Maria Grazia Chiuri looks to the wonders of block colour and 60s flare for the house’s joyous SS22 RTW collection.
Another crisp September day is upon us, and that can only mean one thing: another soon-to-be iconic fashion show has just occurred. And, the show currently causing a stir? It is none other than Dior’s anticipated RTW SS22 display.
For this particular collection, Maria Grazia Chiuri turned to shows gone by to inform the present, resulting in a beautiful homage to Dior’s bountiful archives. With the French house’s 60s Slim Look collection making its presence known, the iconic legacy of Marc Bohan was able to live on in the modern form as the themes of joy and freedom, synonymous with 60s style, trickled out of every crevice of the bold Anna Paparatti-designed set that stood as a backdrop for the show.
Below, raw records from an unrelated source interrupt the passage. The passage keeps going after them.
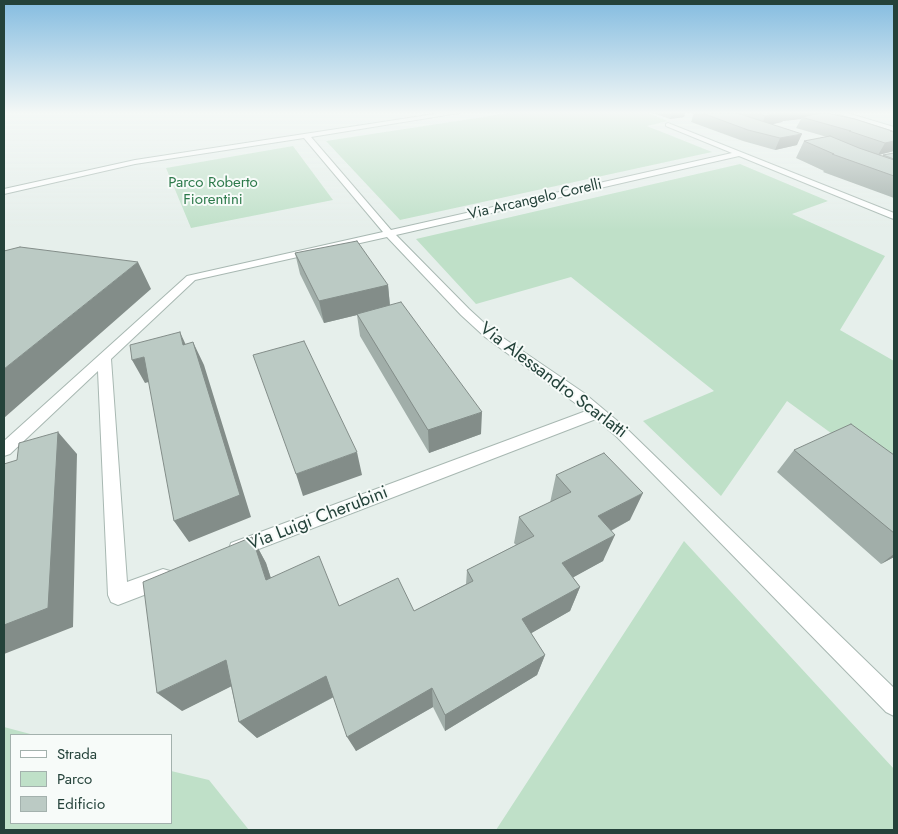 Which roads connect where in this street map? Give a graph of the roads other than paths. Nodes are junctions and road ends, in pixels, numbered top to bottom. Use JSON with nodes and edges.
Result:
{"nodes":[{"id":1,"x":198,"y":152,"type":"edge"},
{"id":2,"x":319,"y":152,"type":"edge"},
{"id":3,"x":735,"y":152,"type":"edge"},
{"id":4,"x":740,"y":154,"type":"junction"},
{"id":5,"x":4,"y":191,"type":"edge"},
{"id":6,"x":894,"y":216,"type":"edge"},
{"id":7,"x":388,"y":233,"type":"junction"},
{"id":8,"x":104,"y":358,"type":"junction"},
{"id":9,"x":599,"y":412,"type":"junction"},
{"id":10,"x":4,"y":450,"type":"edge"},
{"id":11,"x":219,"y":556,"type":"edge"},
{"id":12,"x":182,"y":570,"type":"edge"},
{"id":13,"x":894,"y":704,"type":"edge"}],
"edges":[{"from":1,"to":5,"type":"street"},
{"from":2,"to":7,"type":"street","name":"Via Alessandro Scarlatti"},
{"from":3,"to":4,"type":"street"},
{"from":4,"to":6,"type":"street"},
{"from":4,"to":7,"type":"street","name":"Via Arcangelo Corelli"},
{"from":7,"to":8,"type":"street"},
{"from":7,"to":9,"type":"street","name":"Via Alessandro Scarlatti"},
{"from":8,"to":10,"type":"street"},
{"from":8,"to":12,"type":"street"},
{"from":9,"to":11,"type":"street","name":"Via Luigi Cherubini"},
{"from":9,"to":13,"type":"street","name":"Via Alessandro Scarlatti"}]} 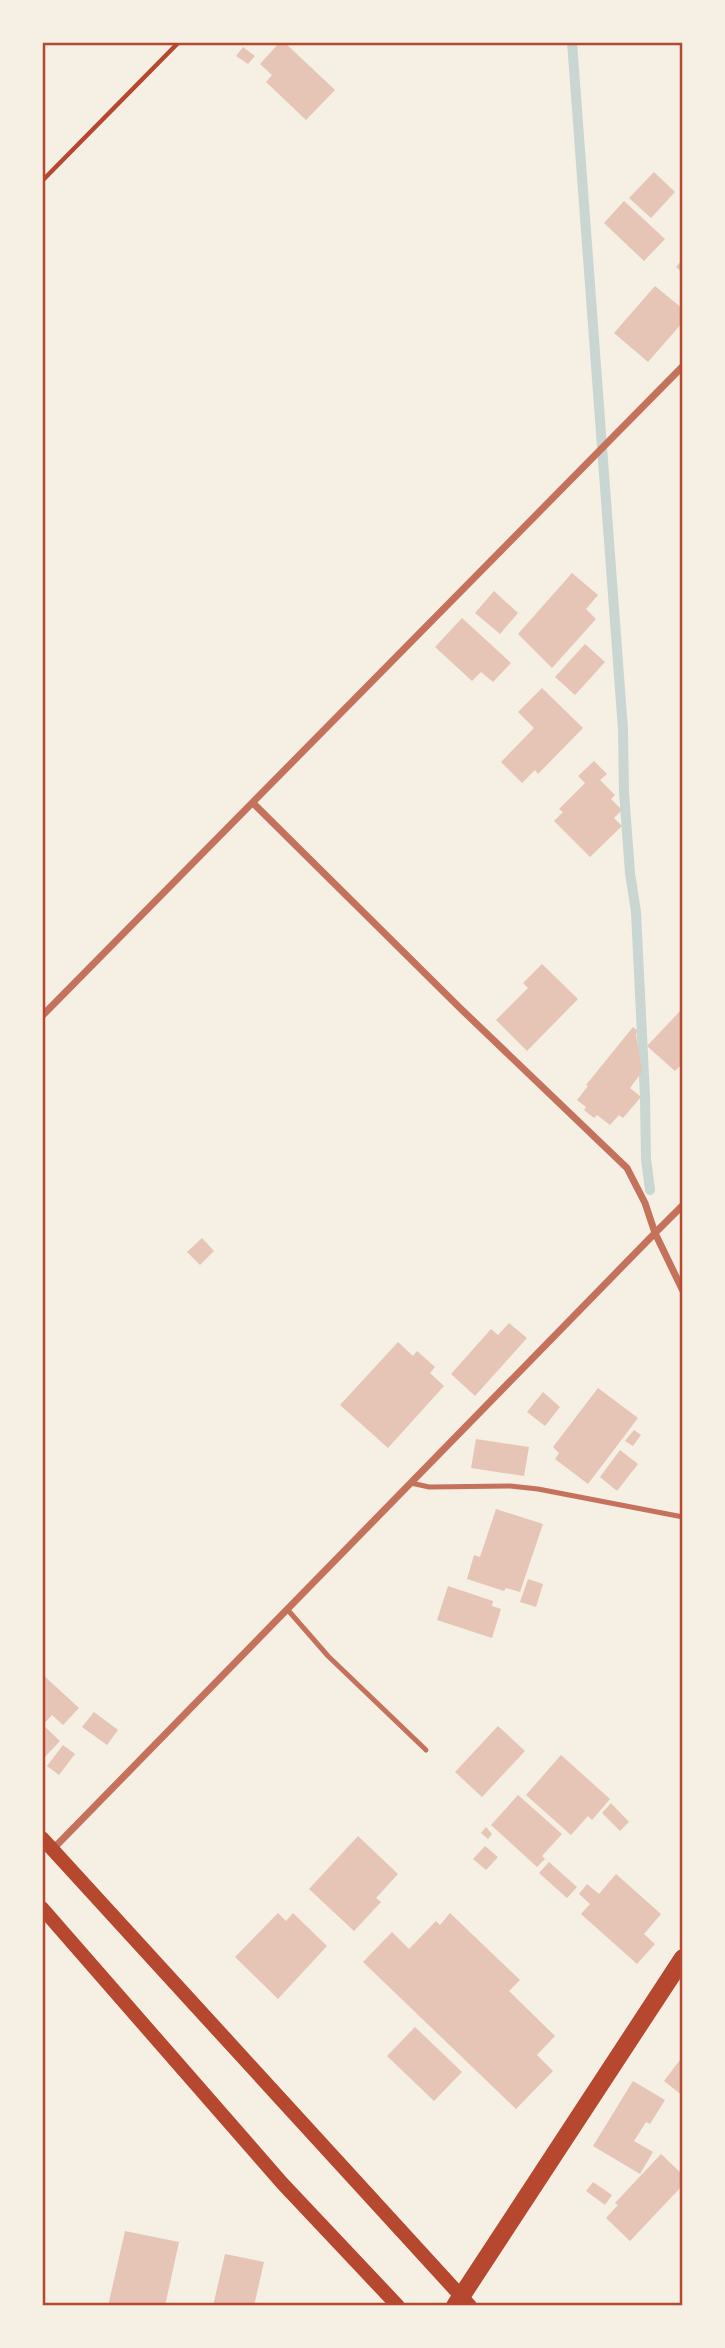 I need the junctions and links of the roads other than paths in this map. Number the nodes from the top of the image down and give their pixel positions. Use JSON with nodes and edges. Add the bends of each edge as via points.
{"nodes":[{"id":1,"x":683,"y":366,"type":"edge"},
{"id":2,"x":253,"y":803,"type":"junction"},
{"id":3,"x":42,"y":1016,"type":"edge"},
{"id":4,"x":683,"y":1205,"type":"edge"},
{"id":5,"x":655,"y":1233,"type":"junction"},
{"id":6,"x":683,"y":1290,"type":"edge"},
{"id":7,"x":411,"y":1483,"type":"junction"},
{"id":8,"x":683,"y":1517,"type":"edge"},
{"id":9,"x":288,"y":1609,"type":"junction"},
{"id":10,"x":426,"y":1750,"type":"dead end"},
{"id":11,"x":42,"y":1838,"type":"edge"},
{"id":12,"x":53,"y":1850,"type":"junction"},
{"id":13,"x":42,"y":1908,"type":"edge"},
{"id":14,"x":683,"y":1958,"type":"edge"},
{"id":15,"x":462,"y":2303,"type":"edge"},
{"id":16,"x":398,"y":2306,"type":"edge"}],
"edges":[{"from":1,"to":2,"type":"street"},
{"from":2,"to":3,"type":"street"},
{"from":2,"to":5,"type":"street","via":[[627,1168]]},
{"from":4,"to":5,"type":"street"},
{"from":5,"to":6,"type":"street"},
{"from":5,"to":7,"type":"street"},
{"from":7,"to":8,"type":"lane","via":[[538,1489]]},
{"from":7,"to":9,"type":"street"},
{"from":9,"to":10,"type":"lane","via":[[328,1657]]},
{"from":9,"to":12,"type":"street"},
{"from":11,"to":12,"type":"main road"},
{"from":12,"to":15,"type":"main road"},
{"from":13,"to":16,"type":"main road","via":[[282,2183]]},
{"from":14,"to":15,"type":"main road"}]}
Turning to the clothes themselves, onlookers at the Paris-bound show were treated to a vibrant affair as it was made official that block colouring is set to make a return of next summer. But, while the yellow, green, red, navy, orange, and raspberry tones splashed over both the collection was eye-catching in nature, that did not mean that the more subtle features of the collection went unnoticed. With cubic silhouettes and the pop of 3D embroidery also featuring, it becomes clear that meticulous thought went into both the overarching message and individual pieces making up Dior’s SS22 RTW collection.